OS CINCO SENTIDOS

1- Tátil - Cinestésico

Na ausência da visão, as informações mais completas e confiáveis são obtidas através do sentido tátil - cinestésico. O tato associado à cinestesia, às sensações térmicas e à percepção básica permite à criança deficiente visual o reconhecimento, a localização e a discriminação do seu corpo e dos objetos que a cercam, estabelecendo, assim, uma efetiva interação com o seu meio.


2- Audição

Os estímulos sonoros são uma das principais fontes de contato com o ambiente; por isso a estimulação auditiva deverá ser realizada associando-se o som ao seu respectivo significado, a fim de evitar respostas repetitivas e automatizadas, tão prejudiciais à utilização da informação auditiva como meio de aprendizagem.
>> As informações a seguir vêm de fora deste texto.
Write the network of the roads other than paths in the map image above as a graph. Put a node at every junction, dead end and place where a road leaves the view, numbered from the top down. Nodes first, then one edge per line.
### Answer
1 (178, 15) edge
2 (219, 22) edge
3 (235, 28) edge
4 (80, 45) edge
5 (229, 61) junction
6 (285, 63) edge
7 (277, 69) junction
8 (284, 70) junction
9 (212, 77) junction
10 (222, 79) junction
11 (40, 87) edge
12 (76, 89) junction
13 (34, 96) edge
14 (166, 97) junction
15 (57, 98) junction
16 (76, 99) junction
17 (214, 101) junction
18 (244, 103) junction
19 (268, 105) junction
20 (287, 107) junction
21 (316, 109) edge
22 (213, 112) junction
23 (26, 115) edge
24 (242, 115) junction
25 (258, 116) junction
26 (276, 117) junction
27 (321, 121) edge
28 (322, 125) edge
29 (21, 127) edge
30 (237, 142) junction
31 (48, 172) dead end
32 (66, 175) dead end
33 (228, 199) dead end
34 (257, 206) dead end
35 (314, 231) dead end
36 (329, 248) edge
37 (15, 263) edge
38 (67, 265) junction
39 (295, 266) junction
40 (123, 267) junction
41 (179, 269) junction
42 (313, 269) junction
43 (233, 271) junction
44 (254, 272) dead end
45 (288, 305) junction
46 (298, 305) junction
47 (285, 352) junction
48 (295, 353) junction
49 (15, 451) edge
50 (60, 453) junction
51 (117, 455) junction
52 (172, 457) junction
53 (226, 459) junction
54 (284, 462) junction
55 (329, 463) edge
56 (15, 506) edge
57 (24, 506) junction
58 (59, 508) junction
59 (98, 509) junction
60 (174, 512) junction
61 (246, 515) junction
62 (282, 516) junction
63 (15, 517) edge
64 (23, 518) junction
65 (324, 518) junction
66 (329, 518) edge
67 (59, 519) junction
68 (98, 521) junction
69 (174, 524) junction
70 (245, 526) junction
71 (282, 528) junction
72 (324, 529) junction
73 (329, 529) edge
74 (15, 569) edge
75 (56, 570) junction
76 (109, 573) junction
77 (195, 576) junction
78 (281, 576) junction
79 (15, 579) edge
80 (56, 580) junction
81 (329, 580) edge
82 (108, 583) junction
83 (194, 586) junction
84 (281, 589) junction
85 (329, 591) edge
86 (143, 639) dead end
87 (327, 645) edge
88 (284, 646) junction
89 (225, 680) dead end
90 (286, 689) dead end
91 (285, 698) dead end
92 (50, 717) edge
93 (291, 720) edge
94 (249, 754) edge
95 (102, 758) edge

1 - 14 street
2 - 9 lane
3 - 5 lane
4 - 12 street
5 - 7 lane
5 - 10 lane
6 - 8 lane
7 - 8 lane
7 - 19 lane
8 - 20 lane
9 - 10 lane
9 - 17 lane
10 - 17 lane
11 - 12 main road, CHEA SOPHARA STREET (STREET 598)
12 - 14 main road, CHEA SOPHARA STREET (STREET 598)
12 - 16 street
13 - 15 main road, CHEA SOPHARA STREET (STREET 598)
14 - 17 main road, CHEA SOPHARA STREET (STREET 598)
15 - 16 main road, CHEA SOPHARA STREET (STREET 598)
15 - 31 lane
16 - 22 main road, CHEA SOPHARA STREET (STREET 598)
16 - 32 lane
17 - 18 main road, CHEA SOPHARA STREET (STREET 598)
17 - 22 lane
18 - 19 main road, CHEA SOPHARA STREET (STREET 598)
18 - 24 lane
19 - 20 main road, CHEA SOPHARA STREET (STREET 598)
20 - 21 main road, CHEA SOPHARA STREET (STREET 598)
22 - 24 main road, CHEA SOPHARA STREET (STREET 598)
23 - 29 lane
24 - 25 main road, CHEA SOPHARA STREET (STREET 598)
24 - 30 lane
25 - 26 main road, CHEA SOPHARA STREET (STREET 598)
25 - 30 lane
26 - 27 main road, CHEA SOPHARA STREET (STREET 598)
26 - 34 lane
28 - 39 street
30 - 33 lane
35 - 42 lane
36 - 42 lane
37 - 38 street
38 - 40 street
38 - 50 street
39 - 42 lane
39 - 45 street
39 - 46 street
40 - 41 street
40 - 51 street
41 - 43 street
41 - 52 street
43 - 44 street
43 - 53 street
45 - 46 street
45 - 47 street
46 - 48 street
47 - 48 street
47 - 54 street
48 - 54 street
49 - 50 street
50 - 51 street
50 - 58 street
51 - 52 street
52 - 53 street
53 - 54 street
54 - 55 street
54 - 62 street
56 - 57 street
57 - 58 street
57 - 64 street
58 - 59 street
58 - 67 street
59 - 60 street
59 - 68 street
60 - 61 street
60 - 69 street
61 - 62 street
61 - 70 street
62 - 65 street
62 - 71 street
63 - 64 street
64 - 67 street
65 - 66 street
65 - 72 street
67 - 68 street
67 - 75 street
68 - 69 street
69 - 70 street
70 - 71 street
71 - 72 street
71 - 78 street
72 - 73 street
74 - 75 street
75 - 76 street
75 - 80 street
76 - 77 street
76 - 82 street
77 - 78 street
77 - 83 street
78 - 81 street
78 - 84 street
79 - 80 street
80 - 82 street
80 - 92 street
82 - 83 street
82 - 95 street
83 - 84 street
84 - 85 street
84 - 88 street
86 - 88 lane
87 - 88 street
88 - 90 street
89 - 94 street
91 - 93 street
A audição é um sentido de extrema importância para a pessoa cega porque através da localização e discriminação dos sons ela seleciona pistas e pontos de referência que irão facilitar a sua orientação e mobilidade.


3- Olfato

Desde cedo, a criança deficiente visual deverá ser orientada a desenvolver e utilizar ao máximo o sentido do olfato. A identificação, discriminação e localização de odores variados (alimentos, remédios, flores e outros) permitem ao deficiente visual maior domínio do ambiente, facilitando o reconhecimento de farmácias, restaurantes, etc., bem como prevenindo situações de risco - cheiro de gás gasolina, fumaça, queimado, dentre outros.


4- Paladar

O paladar é também um sentido importante para o desenvolvimento global da criança cega. A percepção gustativa lhe permite reconhecer, discriminar e selecionar alimentos com os principais sabores: doce, amargo, salgado, ácido e outros.


5- Visão Residual

Havendo indícios de que a criança possui alguma visão subnormal, deverá ser imediatamente desenvolvido um programa de estimulação visual, de forma integrada às demais funções: sensório-motoras, cognitivas, psico-afetivas e sociais. Assim, a criança será motivada a usar o resíduo visual com eficiência nas atividades lúdicas, de vida diária e na locomoção, garantindo, futuramente a sua autonomia, independência e adequação social.